In 1947, however, President Harry S. Truman proposed a drastic modification. Non-entanglement was no longer safe, he believed. The United States must “support free people who are resisting attempted subjugation by armed minorities or by outside pressures.”
At the time, Nazi Germany was newly defeated, and the Soviet Union had all of Eastern Europe under its thumb. The stakes during the Cold War seemed incredibly high. West European countries might be overwhelmed, as they had been in 1940. Their former colonies might ally with Russia against the “racist, capitalist West.” And so, for seven decades, Washington played the Cold War game of shoring up deficient governments vulnerable to collapse.

The Next 70-years Course
The policy mostly succeeded. But the collateral damage lives on in anti-Americanism. Resentments linger that the United States picked the wrong side in numerous domestic conflicts. Even in Greece, where the Truman Doctrine began, some leftist critics still demonize the US for appointing “stooges,” enslaving the nation, and “not allowing Greece to become a Soviet satellite in the 1940s,” according to Evanthis Hatzivassiliou of the University of Athens.
The Cold War is now long over.

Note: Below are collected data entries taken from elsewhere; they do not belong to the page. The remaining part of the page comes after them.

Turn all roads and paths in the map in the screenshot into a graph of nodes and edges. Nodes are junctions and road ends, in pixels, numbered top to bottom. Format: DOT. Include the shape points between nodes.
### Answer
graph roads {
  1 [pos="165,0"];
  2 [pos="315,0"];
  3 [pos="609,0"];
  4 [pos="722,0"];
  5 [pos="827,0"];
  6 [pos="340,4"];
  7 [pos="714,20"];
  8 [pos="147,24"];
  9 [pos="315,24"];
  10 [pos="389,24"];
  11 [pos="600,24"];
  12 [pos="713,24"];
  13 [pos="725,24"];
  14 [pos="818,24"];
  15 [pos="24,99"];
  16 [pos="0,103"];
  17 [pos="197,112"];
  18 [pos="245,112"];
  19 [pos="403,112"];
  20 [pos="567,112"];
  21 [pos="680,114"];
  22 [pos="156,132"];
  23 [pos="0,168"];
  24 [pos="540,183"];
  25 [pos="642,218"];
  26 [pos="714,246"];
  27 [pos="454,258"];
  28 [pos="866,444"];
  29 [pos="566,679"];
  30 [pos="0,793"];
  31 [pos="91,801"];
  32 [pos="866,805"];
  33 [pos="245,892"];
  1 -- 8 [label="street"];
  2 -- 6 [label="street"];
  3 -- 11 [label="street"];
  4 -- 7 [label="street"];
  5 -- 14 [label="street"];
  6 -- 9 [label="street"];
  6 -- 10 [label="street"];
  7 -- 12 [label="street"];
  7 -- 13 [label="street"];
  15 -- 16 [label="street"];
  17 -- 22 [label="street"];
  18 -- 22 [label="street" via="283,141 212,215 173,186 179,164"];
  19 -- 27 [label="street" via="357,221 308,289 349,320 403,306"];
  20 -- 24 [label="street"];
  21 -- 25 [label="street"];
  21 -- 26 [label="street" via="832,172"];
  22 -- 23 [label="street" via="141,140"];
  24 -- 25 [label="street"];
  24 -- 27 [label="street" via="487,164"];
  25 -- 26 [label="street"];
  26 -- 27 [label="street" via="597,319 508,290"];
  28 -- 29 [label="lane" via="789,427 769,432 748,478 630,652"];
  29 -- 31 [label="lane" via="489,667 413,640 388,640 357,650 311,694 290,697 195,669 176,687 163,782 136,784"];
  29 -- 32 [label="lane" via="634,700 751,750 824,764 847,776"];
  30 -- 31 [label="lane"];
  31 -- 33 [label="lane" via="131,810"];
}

Middle East terrorists may bedevil Western governments, but are not poised to take them over. The global community is more firmly united on the sanctity of international borders than in all preceding history. The United States took the lead in building a stable world order — which has materialized.

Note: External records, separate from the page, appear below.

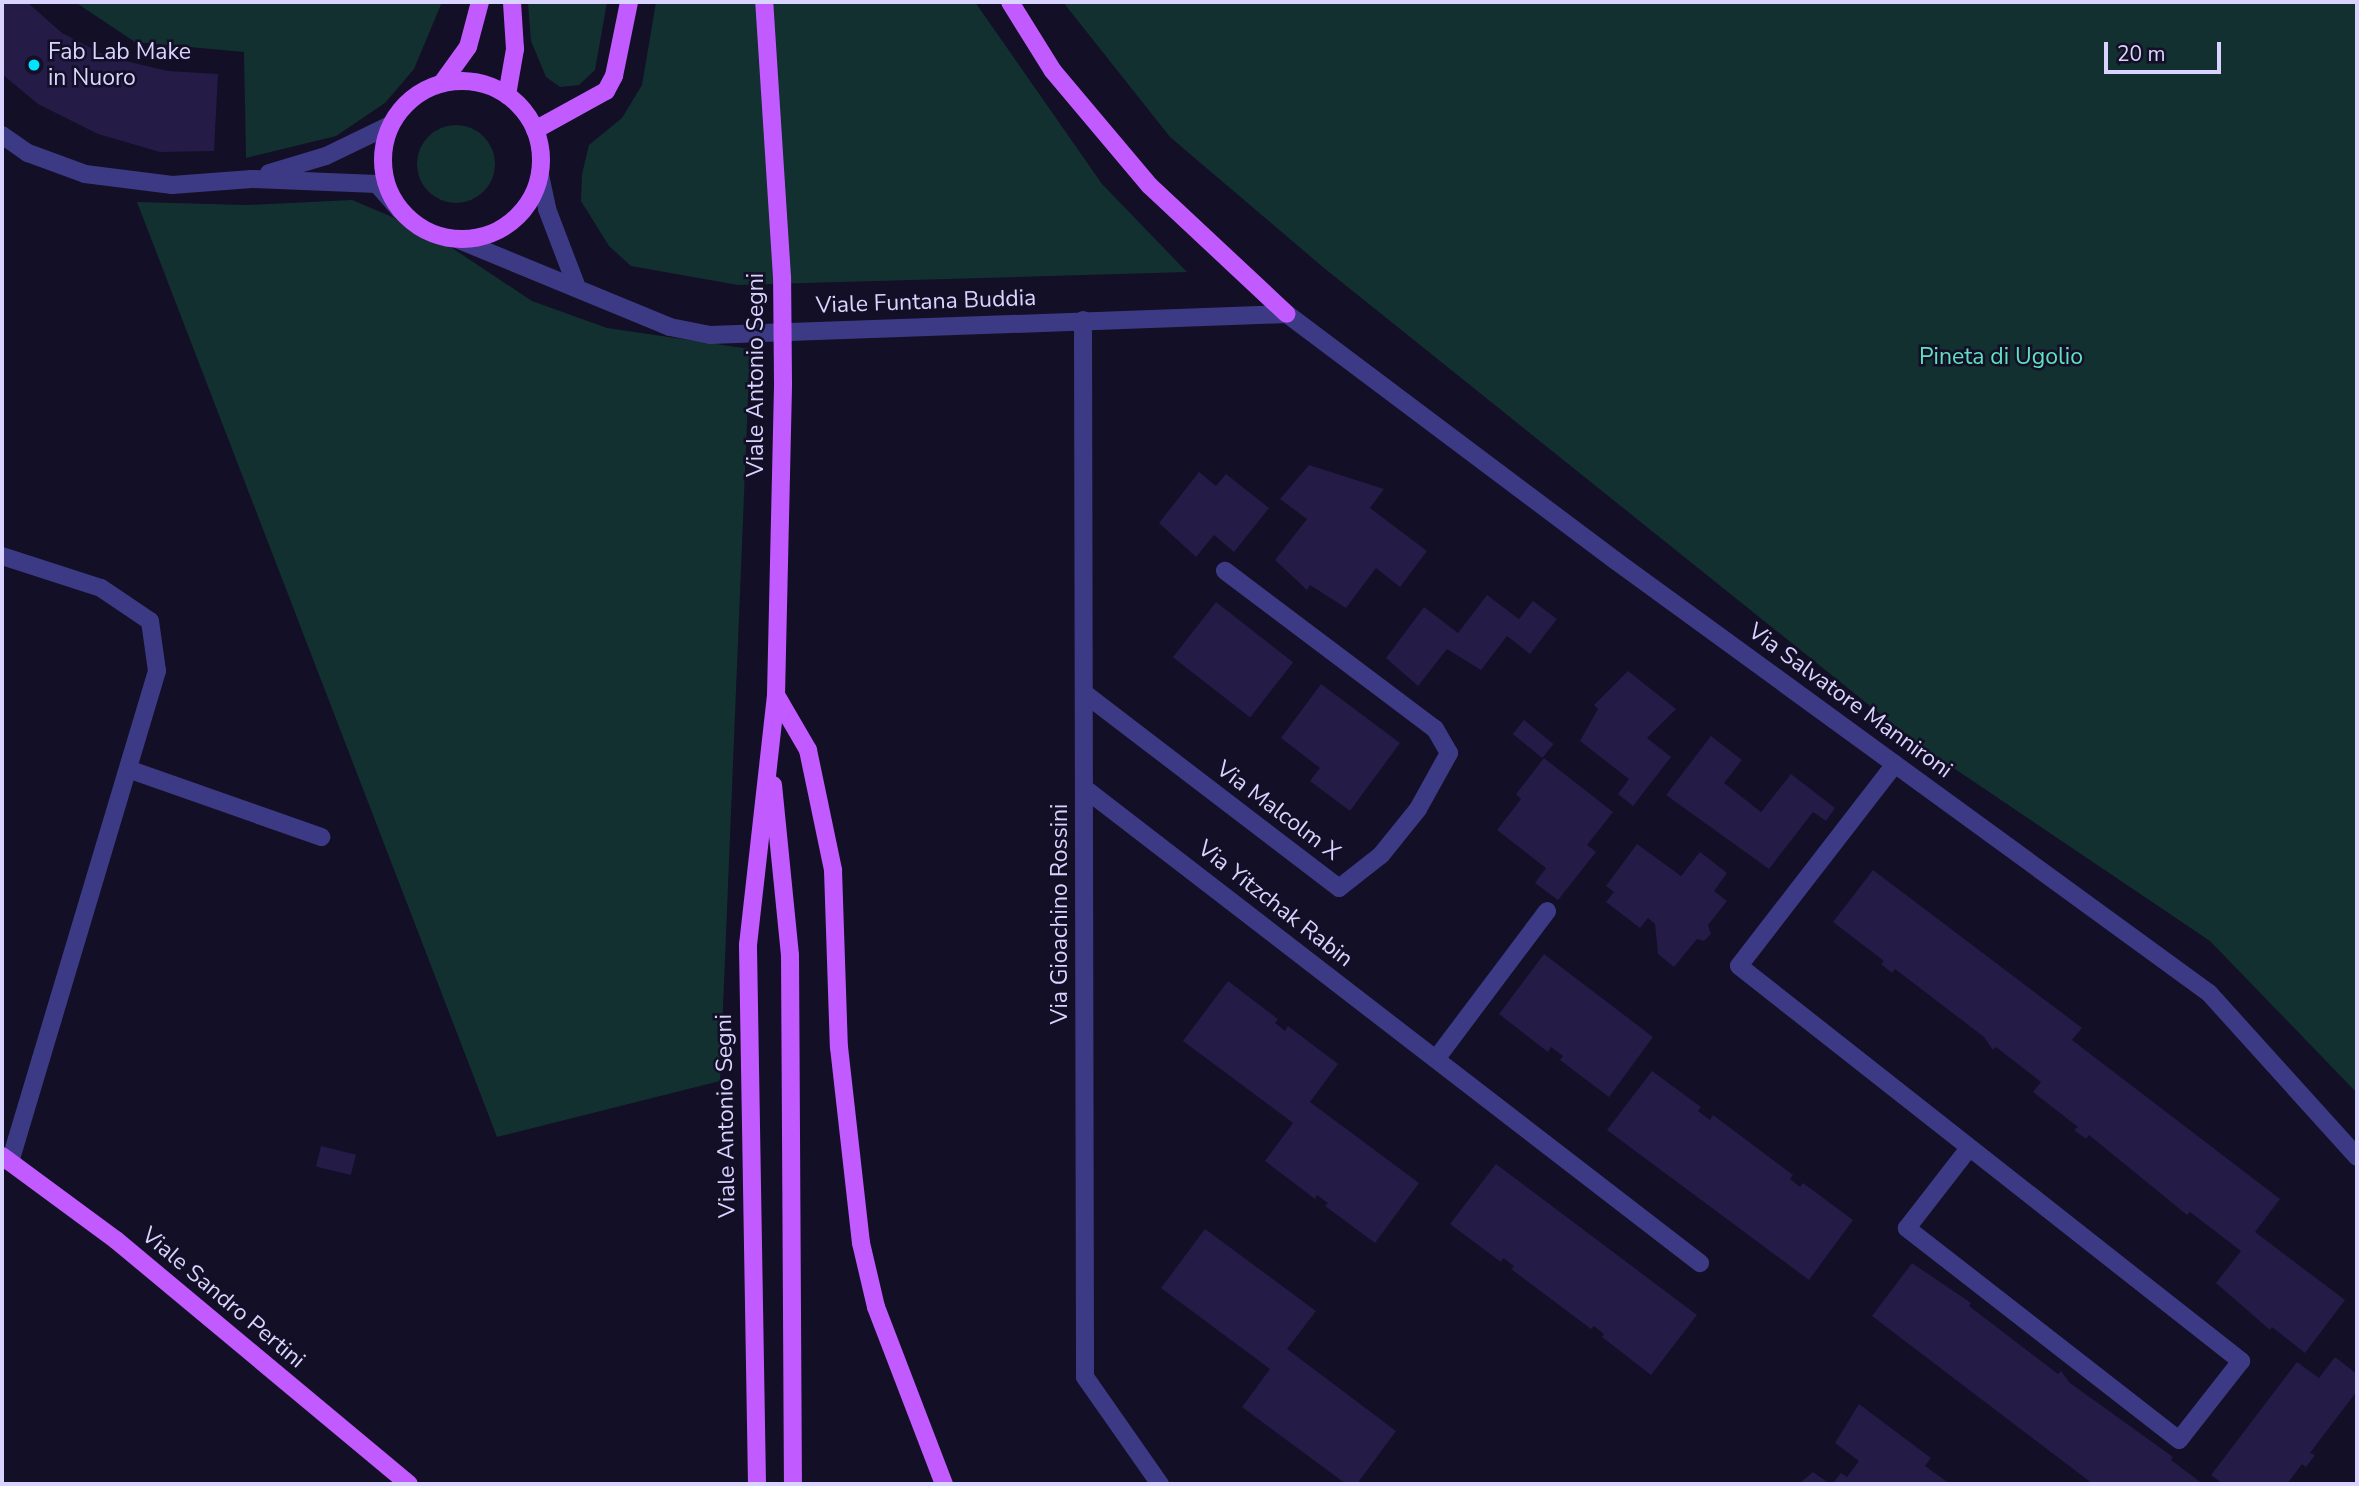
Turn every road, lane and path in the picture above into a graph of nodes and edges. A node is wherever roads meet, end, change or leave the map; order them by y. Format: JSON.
{"nodes":[{"id":1,"x":480,"y":2,"type":"edge"},
{"id":2,"x":512,"y":2,"type":"edge"},
{"id":3,"x":629,"y":2,"type":"edge"},
{"id":4,"x":764,"y":2,"type":"edge"},
{"id":5,"x":1010,"y":2,"type":"edge"},
{"id":6,"x":442,"y":83,"type":"junction"},
{"id":7,"x":507,"y":95,"type":"junction"},
{"id":8,"x":390,"y":125,"type":"junction"},
{"id":9,"x":536,"y":130,"type":"junction"},
{"id":10,"x":2,"y":135,"type":"edge"},
{"id":11,"x":540,"y":175,"type":"junction"},
{"id":12,"x":252,"y":179,"type":"junction"},
{"id":13,"x":400,"y":210,"type":"junction"},
{"id":14,"x":459,"y":240,"type":"junction"},
{"id":15,"x":576,"y":285,"type":"junction"},
{"id":16,"x":1287,"y":314,"type":"junction"},
{"id":17,"x":1083,"y":320,"type":"junction"},
{"id":18,"x":2,"y":556,"type":"edge"},
{"id":19,"x":1225,"y":570,"type":"dead end"},
{"id":20,"x":1084,"y":693,"type":"junction"},
{"id":21,"x":776,"y":695,"type":"junction"},
{"id":22,"x":769,"y":749,"type":"junction"},
{"id":23,"x":1895,"y":765,"type":"junction"},
{"id":24,"x":128,"y":769,"type":"junction"},
{"id":25,"x":1084,"y":789,"type":"junction"},
{"id":26,"x":321,"y":836,"type":"dead end"},
{"id":27,"x":1547,"y":911,"type":"dead end"},
{"id":28,"x":1436,"y":1059,"type":"junction"},
{"id":29,"x":1969,"y":1148,"type":"junction"},
{"id":30,"x":2357,"y":1157,"type":"edge"},
{"id":31,"x":6,"y":1159,"type":"edge"},
{"id":32,"x":1700,"y":1263,"type":"dead end"},
{"id":33,"x":409,"y":1484,"type":"edge"},
{"id":34,"x":757,"y":1484,"type":"edge"},
{"id":35,"x":793,"y":1484,"type":"edge"},
{"id":36,"x":944,"y":1484,"type":"edge"},
{"id":37,"x":1160,"y":1484,"type":"edge"}],
"edges":[{"from":1,"to":6,"type":"main road"},
{"from":2,"to":7,"type":"main road"},
{"from":3,"to":9,"type":"main road"},
{"from":4,"to":21,"type":"main road","name":"Viale Antonio Segni"},
{"from":5,"to":16,"type":"main road"},
{"from":6,"to":7,"type":"main road"},
{"from":6,"to":8,"type":"main road"},
{"from":7,"to":9,"type":"main road"},
{"from":8,"to":12,"type":"street"},
{"from":8,"to":13,"type":"main road"},
{"from":9,"to":11,"type":"main road"},
{"from":10,"to":12,"type":"street"},
{"from":11,"to":14,"type":"main road"},
{"from":11,"to":15,"type":"street"},
{"from":12,"to":13,"type":"street"},
{"from":13,"to":14,"type":"main road"},
{"from":14,"to":15,"type":"street","name":"Viale Funtana Buddia"},
{"from":15,"to":17,"type":"street","name":"Viale Funtana Buddia"},
{"from":16,"to":17,"type":"street","name":"Viale Funtana Buddia"},
{"from":16,"to":23,"type":"street","name":"Via Salvatore Mannironi"},
{"from":17,"to":20,"type":"street","name":"Via Gioachino Rossini"},
{"from":18,"to":24,"type":"street"},
{"from":19,"to":20,"type":"street","name":"Via Malcolm X"},
{"from":20,"to":25,"type":"street","name":"Via Gioachino Rossini"},
{"from":21,"to":22,"type":"main road","name":"Viale Antonio Segni"},
{"from":21,"to":36,"type":"main road"},
{"from":22,"to":34,"type":"main road","name":"Viale Antonio Segni"},
{"from":22,"to":35,"type":"main road","name":"Viale Antonio Segni"},
{"from":23,"to":29,"type":"street"},
{"from":23,"to":30,"type":"street","name":"Via Salvatore Mannironi"},
{"from":24,"to":26,"type":"street"},
{"from":24,"to":31,"type":"street"},
{"from":25,"to":28,"type":"street","name":"Via Yitzchak Rabin"},
{"from":25,"to":37,"type":"street","name":"Via Gioachino Rossini"},
{"from":27,"to":28,"type":"street"},
{"from":28,"to":32,"type":"street","name":"Via Yitzchak Rabin"},
{"from":29,"to":29,"type":"street"},
{"from":31,"to":33,"type":"main road","name":"Viale Sandro Pertini"}]}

Now is the time to consider the best course for the next 70 years.
The cardinal principle of the system of nation-states since the 1648 Peace of Westphalia is that sovereign countries must not intervene in one another’s internal affairs. This principle is often observed in the breach, but it is the oldest, most stable dictum of international relations. It’s based on the idea that minding one’s own business is usually safer, and sometimes more virtuous, than being one’s brother’s keeper.
Obama’s decision to arm the Iraqi government against its multifarious opponents continues the Truman Doctrine, which violates the Westphalian principle.
The Truman Doctrine’s inherent liabilities now outweigh its once undeniable benefits. The chance of Washington — or any outside government — sorting out the Byzantine Middle East is zero to none. Outsiders cannot pick the “right” leader in complex internal disputes.
Many now insist that Maliki’s enemies are our enemies. America’s hubristic policy ensures that they will become so. Iraqis can best save Iraq.